Report all lines of the records that contain "href".
+++ Data for this task +++
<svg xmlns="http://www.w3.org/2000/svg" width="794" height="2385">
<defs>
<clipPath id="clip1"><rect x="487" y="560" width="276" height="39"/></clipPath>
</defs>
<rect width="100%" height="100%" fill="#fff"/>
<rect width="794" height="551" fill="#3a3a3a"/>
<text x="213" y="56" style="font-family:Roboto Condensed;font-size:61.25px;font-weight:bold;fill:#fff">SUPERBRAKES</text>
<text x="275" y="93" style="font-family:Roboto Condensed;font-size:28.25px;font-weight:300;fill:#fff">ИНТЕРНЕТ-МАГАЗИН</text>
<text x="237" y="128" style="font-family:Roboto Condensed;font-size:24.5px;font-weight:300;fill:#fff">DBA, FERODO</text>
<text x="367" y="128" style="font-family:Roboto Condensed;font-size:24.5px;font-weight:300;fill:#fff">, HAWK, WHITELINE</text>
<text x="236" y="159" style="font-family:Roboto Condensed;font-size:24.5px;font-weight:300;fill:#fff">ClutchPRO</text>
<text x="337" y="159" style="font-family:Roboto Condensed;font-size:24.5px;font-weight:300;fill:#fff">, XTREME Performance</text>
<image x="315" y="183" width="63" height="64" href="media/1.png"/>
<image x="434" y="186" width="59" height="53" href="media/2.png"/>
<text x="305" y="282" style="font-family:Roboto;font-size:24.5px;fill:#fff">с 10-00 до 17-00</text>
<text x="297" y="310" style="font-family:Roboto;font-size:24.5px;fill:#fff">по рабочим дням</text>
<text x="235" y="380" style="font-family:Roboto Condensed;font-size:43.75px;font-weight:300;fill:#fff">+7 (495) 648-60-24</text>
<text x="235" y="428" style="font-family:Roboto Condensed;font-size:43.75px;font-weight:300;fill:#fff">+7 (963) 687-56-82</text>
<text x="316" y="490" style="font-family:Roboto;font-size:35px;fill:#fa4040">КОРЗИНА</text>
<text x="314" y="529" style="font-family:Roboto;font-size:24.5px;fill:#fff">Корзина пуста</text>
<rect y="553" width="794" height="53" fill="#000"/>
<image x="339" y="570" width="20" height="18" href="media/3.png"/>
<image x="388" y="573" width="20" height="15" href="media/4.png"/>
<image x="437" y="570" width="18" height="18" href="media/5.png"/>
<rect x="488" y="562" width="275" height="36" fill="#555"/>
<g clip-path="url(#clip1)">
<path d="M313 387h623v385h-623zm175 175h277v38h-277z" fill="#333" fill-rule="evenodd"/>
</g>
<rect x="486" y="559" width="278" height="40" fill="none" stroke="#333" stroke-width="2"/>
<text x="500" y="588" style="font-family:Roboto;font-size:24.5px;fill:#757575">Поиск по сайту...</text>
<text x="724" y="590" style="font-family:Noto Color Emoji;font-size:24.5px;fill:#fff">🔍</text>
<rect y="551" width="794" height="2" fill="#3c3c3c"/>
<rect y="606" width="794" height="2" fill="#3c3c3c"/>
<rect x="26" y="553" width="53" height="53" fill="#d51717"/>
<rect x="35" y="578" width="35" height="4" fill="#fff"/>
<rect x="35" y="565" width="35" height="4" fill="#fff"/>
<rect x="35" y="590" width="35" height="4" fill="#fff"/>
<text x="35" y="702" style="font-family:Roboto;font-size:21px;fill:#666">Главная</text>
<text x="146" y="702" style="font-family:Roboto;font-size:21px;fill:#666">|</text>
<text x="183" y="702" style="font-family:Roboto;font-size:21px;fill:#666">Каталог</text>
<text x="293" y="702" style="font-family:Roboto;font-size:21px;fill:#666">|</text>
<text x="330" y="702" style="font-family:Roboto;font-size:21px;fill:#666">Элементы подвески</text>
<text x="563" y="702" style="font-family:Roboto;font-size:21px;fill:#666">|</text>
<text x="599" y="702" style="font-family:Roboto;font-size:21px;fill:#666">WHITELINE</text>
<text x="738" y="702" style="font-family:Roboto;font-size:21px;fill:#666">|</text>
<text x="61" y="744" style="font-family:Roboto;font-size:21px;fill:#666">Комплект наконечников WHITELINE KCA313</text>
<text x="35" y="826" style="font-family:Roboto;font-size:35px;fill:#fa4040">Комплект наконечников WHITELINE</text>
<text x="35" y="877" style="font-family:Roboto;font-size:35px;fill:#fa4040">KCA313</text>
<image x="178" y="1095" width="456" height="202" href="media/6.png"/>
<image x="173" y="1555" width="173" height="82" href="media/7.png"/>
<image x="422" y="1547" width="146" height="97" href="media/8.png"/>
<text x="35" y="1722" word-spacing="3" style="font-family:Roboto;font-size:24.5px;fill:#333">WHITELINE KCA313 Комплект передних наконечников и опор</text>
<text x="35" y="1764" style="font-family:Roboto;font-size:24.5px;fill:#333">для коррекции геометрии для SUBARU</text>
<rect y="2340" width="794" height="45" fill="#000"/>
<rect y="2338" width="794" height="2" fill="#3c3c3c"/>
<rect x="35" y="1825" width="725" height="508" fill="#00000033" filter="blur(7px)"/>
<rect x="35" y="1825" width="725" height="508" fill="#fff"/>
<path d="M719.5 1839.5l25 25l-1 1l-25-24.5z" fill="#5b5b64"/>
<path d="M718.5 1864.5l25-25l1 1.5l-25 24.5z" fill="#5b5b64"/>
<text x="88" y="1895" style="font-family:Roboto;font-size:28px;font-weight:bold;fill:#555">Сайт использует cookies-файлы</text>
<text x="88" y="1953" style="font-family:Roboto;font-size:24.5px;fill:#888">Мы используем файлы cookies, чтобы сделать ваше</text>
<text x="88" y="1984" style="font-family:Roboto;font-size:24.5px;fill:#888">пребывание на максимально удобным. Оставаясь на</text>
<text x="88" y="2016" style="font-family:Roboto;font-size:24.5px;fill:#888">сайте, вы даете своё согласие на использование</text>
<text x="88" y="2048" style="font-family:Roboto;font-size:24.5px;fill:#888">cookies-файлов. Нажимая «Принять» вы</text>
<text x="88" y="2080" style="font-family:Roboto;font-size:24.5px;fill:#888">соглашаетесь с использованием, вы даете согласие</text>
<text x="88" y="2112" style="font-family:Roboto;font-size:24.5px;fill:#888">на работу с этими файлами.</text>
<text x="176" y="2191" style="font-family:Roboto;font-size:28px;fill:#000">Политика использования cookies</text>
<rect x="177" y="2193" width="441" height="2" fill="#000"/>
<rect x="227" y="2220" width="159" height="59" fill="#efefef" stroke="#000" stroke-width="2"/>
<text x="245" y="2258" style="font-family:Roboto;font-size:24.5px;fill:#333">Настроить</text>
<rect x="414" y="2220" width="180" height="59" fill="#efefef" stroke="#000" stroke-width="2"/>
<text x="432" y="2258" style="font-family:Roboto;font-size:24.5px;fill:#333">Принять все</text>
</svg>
+++
- [Answer box]:
<image x="315" y="183" width="63" height="64" href="media/1.png"/>
<image x="434" y="186" width="59" height="53" href="media/2.png"/>
<image x="339" y="570" width="20" height="18" href="media/3.png"/>
<image x="388" y="573" width="20" height="15" href="media/4.png"/>
<image x="437" y="570" width="18" height="18" href="media/5.png"/>
<image x="178" y="1095" width="456" height="202" href="media/6.png"/>
<image x="173" y="1555" width="173" height="82" href="media/7.png"/>
<image x="422" y="1547" width="146" height="97" href="media/8.png"/>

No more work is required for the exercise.